WORK TO BE COMPLETED => Transcribe all the data below exactly, leaving its pictures out.

--- LISTED ENTRIES ---

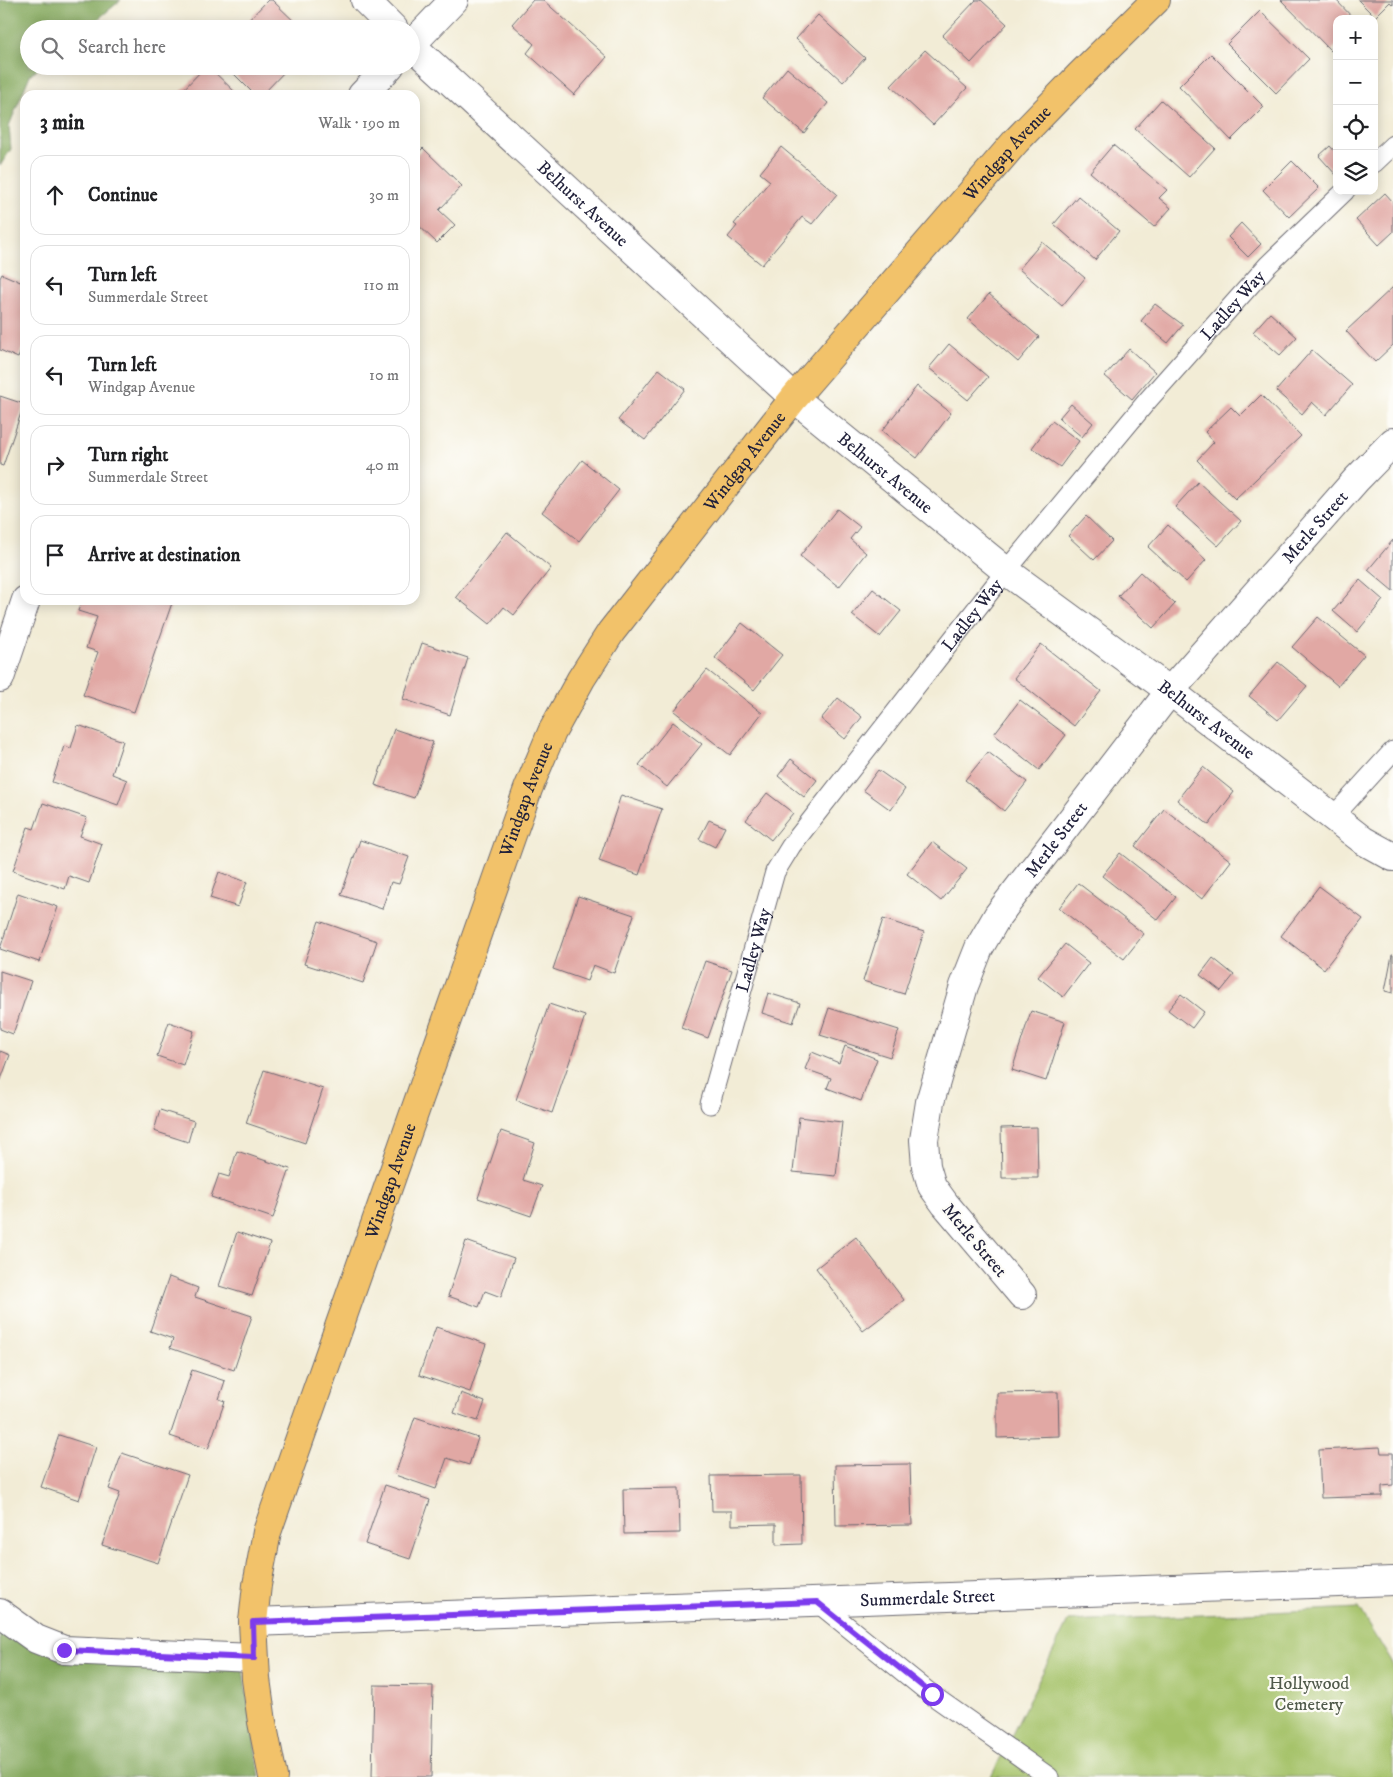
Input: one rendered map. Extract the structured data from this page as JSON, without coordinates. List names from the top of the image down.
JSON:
{
  "streets": {
    "main road": ["Windgap Avenue"],
    "street": ["Belhurst Avenue", "Merle Street", "Summerdale Street"],
    "lane": ["Ladley Way"]
  },
  "crossings": [
    ["Windgap Avenue", "Belhurst Avenue"],
    ["Windgap Avenue", "Summerdale Street"],
    ["Belhurst Avenue", "Ladley Way"],
    ["Belhurst Avenue", "Merle Street"]
  ],
  "parks": ["Hollywood Cemetery"],
  "page": {
    "map_buttons": ["+", "−"],
    "search": "Search here",
    "heading": ["3 min", "Walk · 190 m"],
    "list": [
      ["Continue", "30 m"],
      ["Turn left", "Summerdale Street", "110 m"],
      ["Turn left", "Windgap Avenue", "10 m"],
      ["Turn right", "Summerdale Street", "40 m"],
      "Arrive at destination"
    ]
  }
}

---

RESULT =>
Input: one rendered map. Extract the structured data from this page as JSON, without coordinates. List names from the top of the image down.
JSON:
{
  "streets": {
    "main road": ["Windgap Avenue"],
    "street": ["Belhurst Avenue", "Merle Street", "Summerdale Street"],
    "lane": ["Ladley Way"]
  },
  "crossings": [
    ["Windgap Avenue", "Belhurst Avenue"],
    ["Windgap Avenue", "Summerdale Street"],
    ["Belhurst Avenue", "Ladley Way"],
    ["Belhurst Avenue", "Merle Street"]
  ],
  "parks": ["Hollywood Cemetery"],
  "page": {
    "map_buttons": ["+", "−"],
    "search": "Search here",
    "heading": ["3 min", "Walk · 190 m"],
    "list": [
      ["Continue", "30 m"],
      ["Turn left", "Summerdale Street", "110 m"],
      ["Turn left", "Windgap Avenue", "10 m"],
      ["Turn right", "Summerdale Street", "40 m"],
      "Arrive at destination"
    ]
  }
}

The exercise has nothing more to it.